On Friday morning we came back for another swim and it was slightly more choppy than Thursday. We did a couple short laps with about 50 other people to get used to swimming among other people which was a great confidence builder. Nikki and Lindsay volunteered at the Melanoma screening tent on Friday morning so Ryan and I hung out at the condo for most of the morning. We met the ladies at the expo at 1:00 and sat through our mandatory athlete meeting, which settled some of our nerves about gear bags, special needs bags, etc, but made us pretty nervous about the rest of the Ironman! Late Friday afternoon Ryan and I went for a short jog to loosen up our legs one last time. We ran just over two miles and my hamstring was really tightening up so I pulled the plug and told Ryan I was done and needed to stretch out. After a few stretches I realized that stretching was not helping and my marathon was beginning to look doomed. From this point forward, I was a pretty grumpy and an unhappy camper. I was going to be forced to walk the entire marathon after all that training. I was already mentally preparing myself for a long walk. Back at the condo I spent some serious time rolling the hamstring and IT band but I knew in my heart it was a last ditch effort and likely not going to work.
Saturday we worked pretty hard to lay low, but still went for a couple walks, checked our bikes in and overall tried to keep the nerves down. We were beginning to keep a close eye on the weather forecast and kept comparing it to current conditions and realized that it could be a windy, choppy swim the next morning. Friends and family were starting to roll into town which helped distract us, but also made us realize that THE DAY would soon be upon us. We had trained for this day for over a year and were really feeling under prepared. I kept thinking about the quote I had seen last year "This seemed like a good idea a year ago!" Saturday afternoon we walked around with friends from Bozeman and at dinner time Ryan and I left the group and headed back to the condo for our "last dinner" and an early night to bed.

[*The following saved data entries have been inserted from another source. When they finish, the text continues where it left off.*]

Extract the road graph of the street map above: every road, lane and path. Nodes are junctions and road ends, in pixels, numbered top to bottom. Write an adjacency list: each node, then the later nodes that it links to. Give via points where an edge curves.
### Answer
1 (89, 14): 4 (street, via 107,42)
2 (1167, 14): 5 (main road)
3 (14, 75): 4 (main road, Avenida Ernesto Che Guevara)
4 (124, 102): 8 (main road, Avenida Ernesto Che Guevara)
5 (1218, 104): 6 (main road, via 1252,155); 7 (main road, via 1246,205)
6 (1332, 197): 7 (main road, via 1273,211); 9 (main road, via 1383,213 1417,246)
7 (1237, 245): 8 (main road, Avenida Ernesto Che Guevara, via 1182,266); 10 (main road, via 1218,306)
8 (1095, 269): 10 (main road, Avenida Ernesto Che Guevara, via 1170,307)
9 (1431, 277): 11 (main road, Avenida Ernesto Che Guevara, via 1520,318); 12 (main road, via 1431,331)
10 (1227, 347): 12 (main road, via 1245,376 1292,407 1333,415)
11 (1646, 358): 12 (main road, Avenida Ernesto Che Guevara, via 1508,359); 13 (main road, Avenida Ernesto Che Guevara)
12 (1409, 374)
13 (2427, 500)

Saturday night I actually fell asleep pretty quickly and easily, but woke at about 1 am. From 1 to 4 when our alarms went off I was up and down and slept pretty horribly. At 4 we both got up and ate our breakfast and then headed down to load our bikes with food and make last minute checks on our gear bags and drop off our special needs bags. We took a quick look at the lake and I was horrified, I was seeing pretty good white caps on the lake. Ryan and I headed back to the condo for a shower, a cup of coffee, and some quiet time prior to the race. At about 5:40 we headed back to the start line where we got our body markings, donned our wetsuits, kissed our spouses and headed to the beach. Fortunately the wind had died down a little with only the occasional white cap on the lake. I did a quick 2 minute swim to warm up and realized the lake was a little cooler than our previous swims, but still comfortable. Ryan and I stood together in the 1:15 to 1:30 group and at 6:40 the start gun fired! I looked at my watch when we went under the timing arch and it was said 6:50. Ryan and I got in the water and we were off!

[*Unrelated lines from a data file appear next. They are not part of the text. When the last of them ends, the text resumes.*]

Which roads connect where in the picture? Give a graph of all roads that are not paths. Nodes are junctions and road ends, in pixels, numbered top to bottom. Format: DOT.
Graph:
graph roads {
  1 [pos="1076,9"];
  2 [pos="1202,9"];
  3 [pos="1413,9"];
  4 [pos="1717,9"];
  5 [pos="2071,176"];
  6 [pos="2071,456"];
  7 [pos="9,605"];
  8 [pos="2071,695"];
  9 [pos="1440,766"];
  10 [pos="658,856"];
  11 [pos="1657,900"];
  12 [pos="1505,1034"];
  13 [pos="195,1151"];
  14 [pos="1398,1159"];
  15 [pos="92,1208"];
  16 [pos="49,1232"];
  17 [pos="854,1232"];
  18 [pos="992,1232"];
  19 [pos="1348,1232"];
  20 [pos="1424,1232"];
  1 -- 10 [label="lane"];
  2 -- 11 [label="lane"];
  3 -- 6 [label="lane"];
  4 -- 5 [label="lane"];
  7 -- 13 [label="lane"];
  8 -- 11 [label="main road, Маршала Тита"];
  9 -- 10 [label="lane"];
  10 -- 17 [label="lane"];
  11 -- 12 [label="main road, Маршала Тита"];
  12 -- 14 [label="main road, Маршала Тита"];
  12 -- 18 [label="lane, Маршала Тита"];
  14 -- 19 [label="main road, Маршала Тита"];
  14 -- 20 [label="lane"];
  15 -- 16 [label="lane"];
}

The bike consists of two separate out-and-backs that you do twice. First you go-out-and back east of town along the lake and run, then out-and-back south of town. Then repeat. The east out-and-back went fast! I was rolling way faster than expected and was trying to not hammer. I think the slingshot effect was definitely making me go faster. The slingshot is when you get a few seconds of drafting another rider while passing them. When there is so many people on the course at the same time you are constantly getting some draft benefit even though you are passing within the rules.

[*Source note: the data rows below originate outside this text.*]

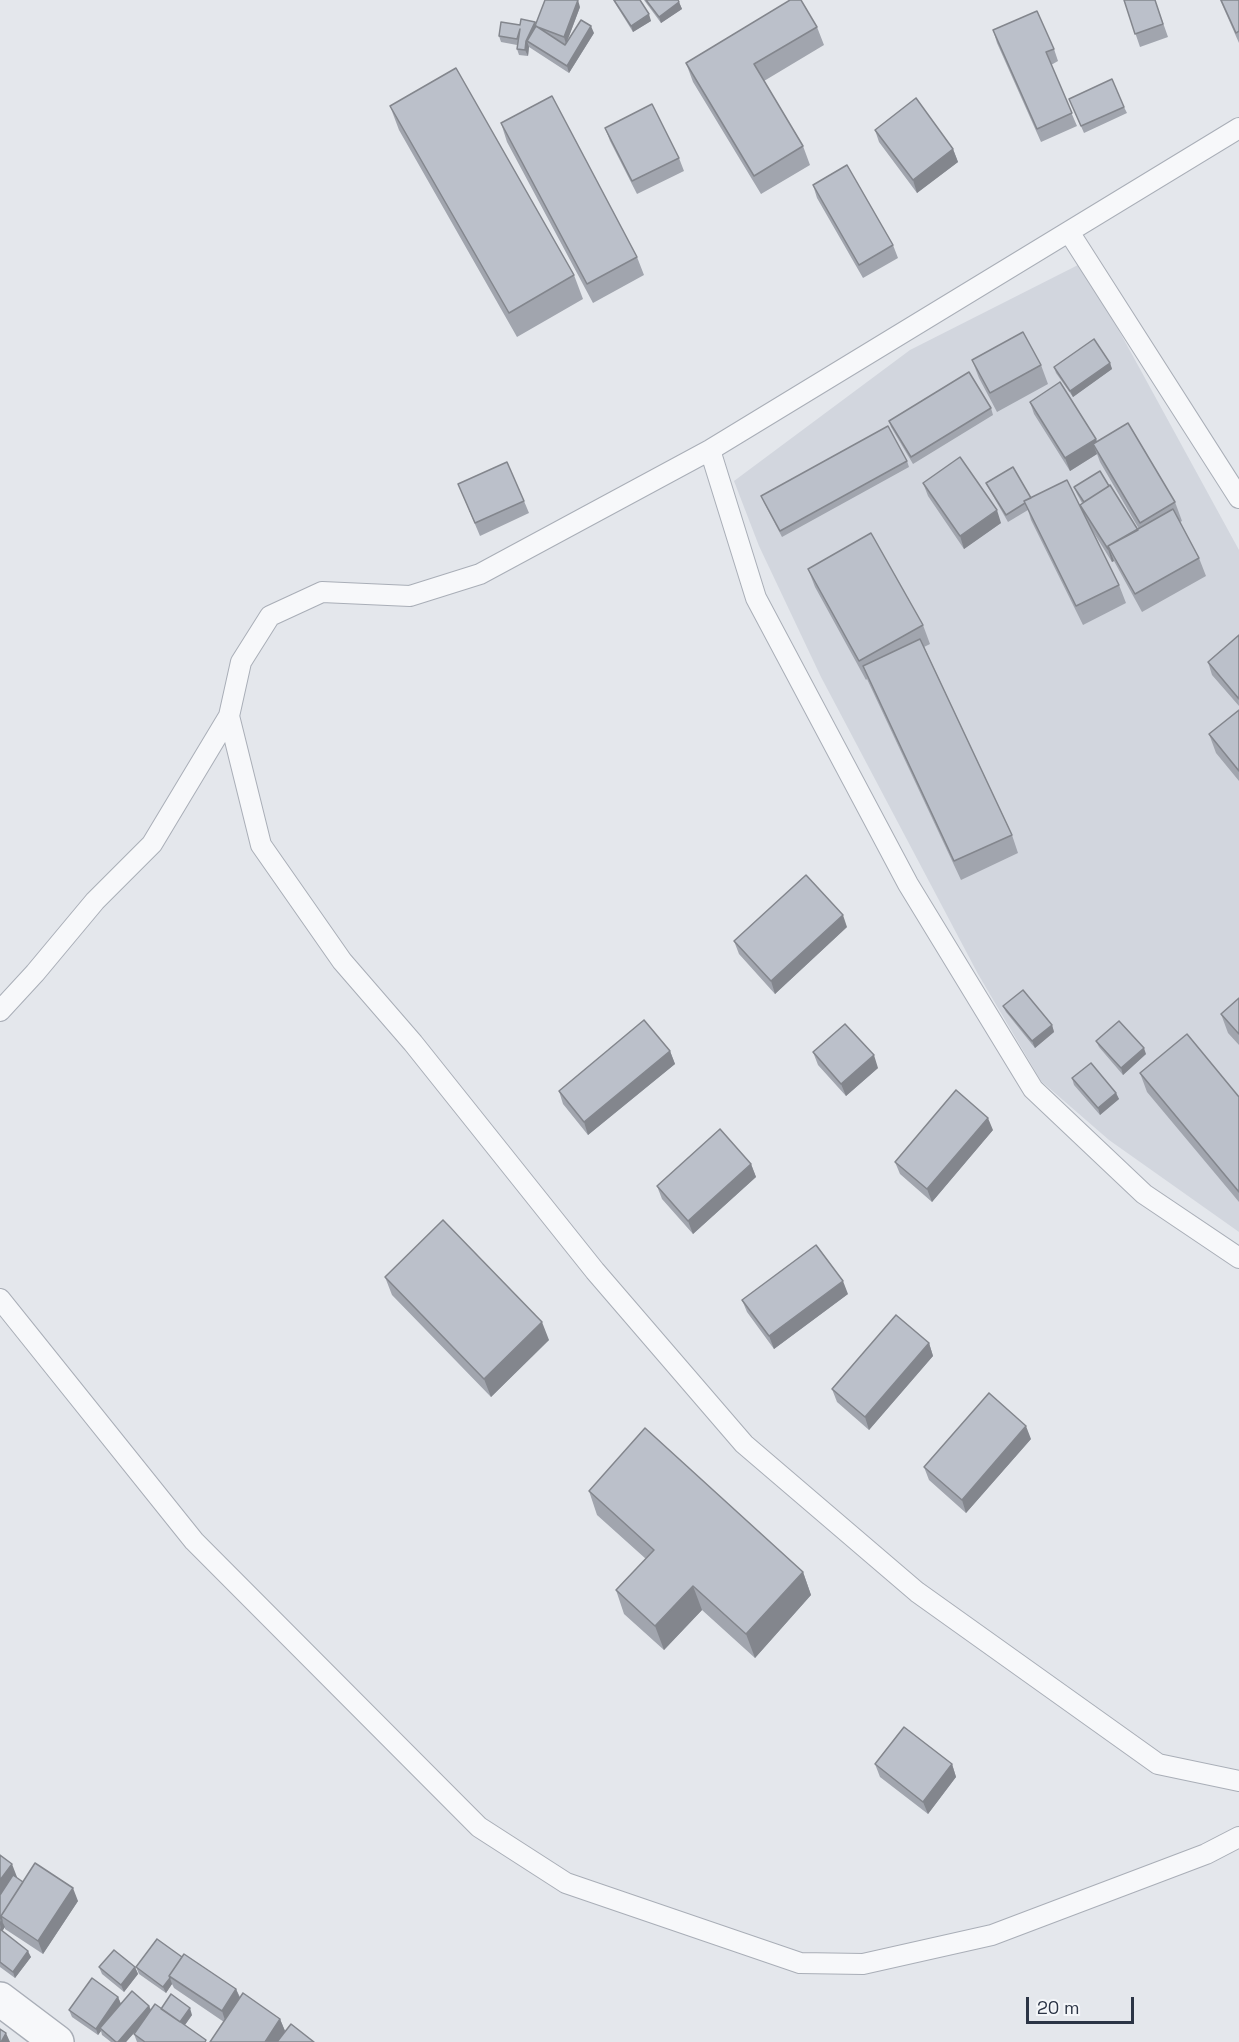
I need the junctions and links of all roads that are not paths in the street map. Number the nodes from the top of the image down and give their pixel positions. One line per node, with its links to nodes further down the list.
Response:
1 (1239, 128): 2 (lane)
2 (1069, 232): 3 (lane); 4 (lane)
3 (710, 450): 5 (lane); 7 (lane)
4 (1239, 498)
5 (229, 716): 6 (lane); 9 (lane)
6 (0, 1011)
7 (1239, 1258)
8 (0, 1299): 10 (lane)
9 (1239, 1781)
10 (1239, 1837)
11 (0, 1999): 12 (street)
12 (57, 2042)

Coming back through town I headed south for my first lap into the wind. I was really focused on riding solid and taking nutrition, but for some reason my mind couldn't keep track of the time and when I should be eating. My original plan was to eat (drink liquid food) every 15 minutes, but I kept blowing by the 15 minute mark, and then couldn't keep track of where I was. The first (steep) hill I got passed by quite a few people, but I kept telling myself to ease into it. I rode steady but light on my pedals. We topped the hill and headed down the backside, and then started up the long gradual climb to the turn around. This is where the wind was really felt and I seem to be a strong rider when the wind is blowing so I started working my way up through the people who had passed me. Before I knew it I was nearing the turn around and I started watching for Ryan. Surprisingly he was only about a mile ahead of me so apparently he backed off from his hammering. At the turn around the effect of the tail wind and the downhill was amazing. I was hitting 35-40 mph for extended periods of time, and was rolling up the few uphills at 20+ mph.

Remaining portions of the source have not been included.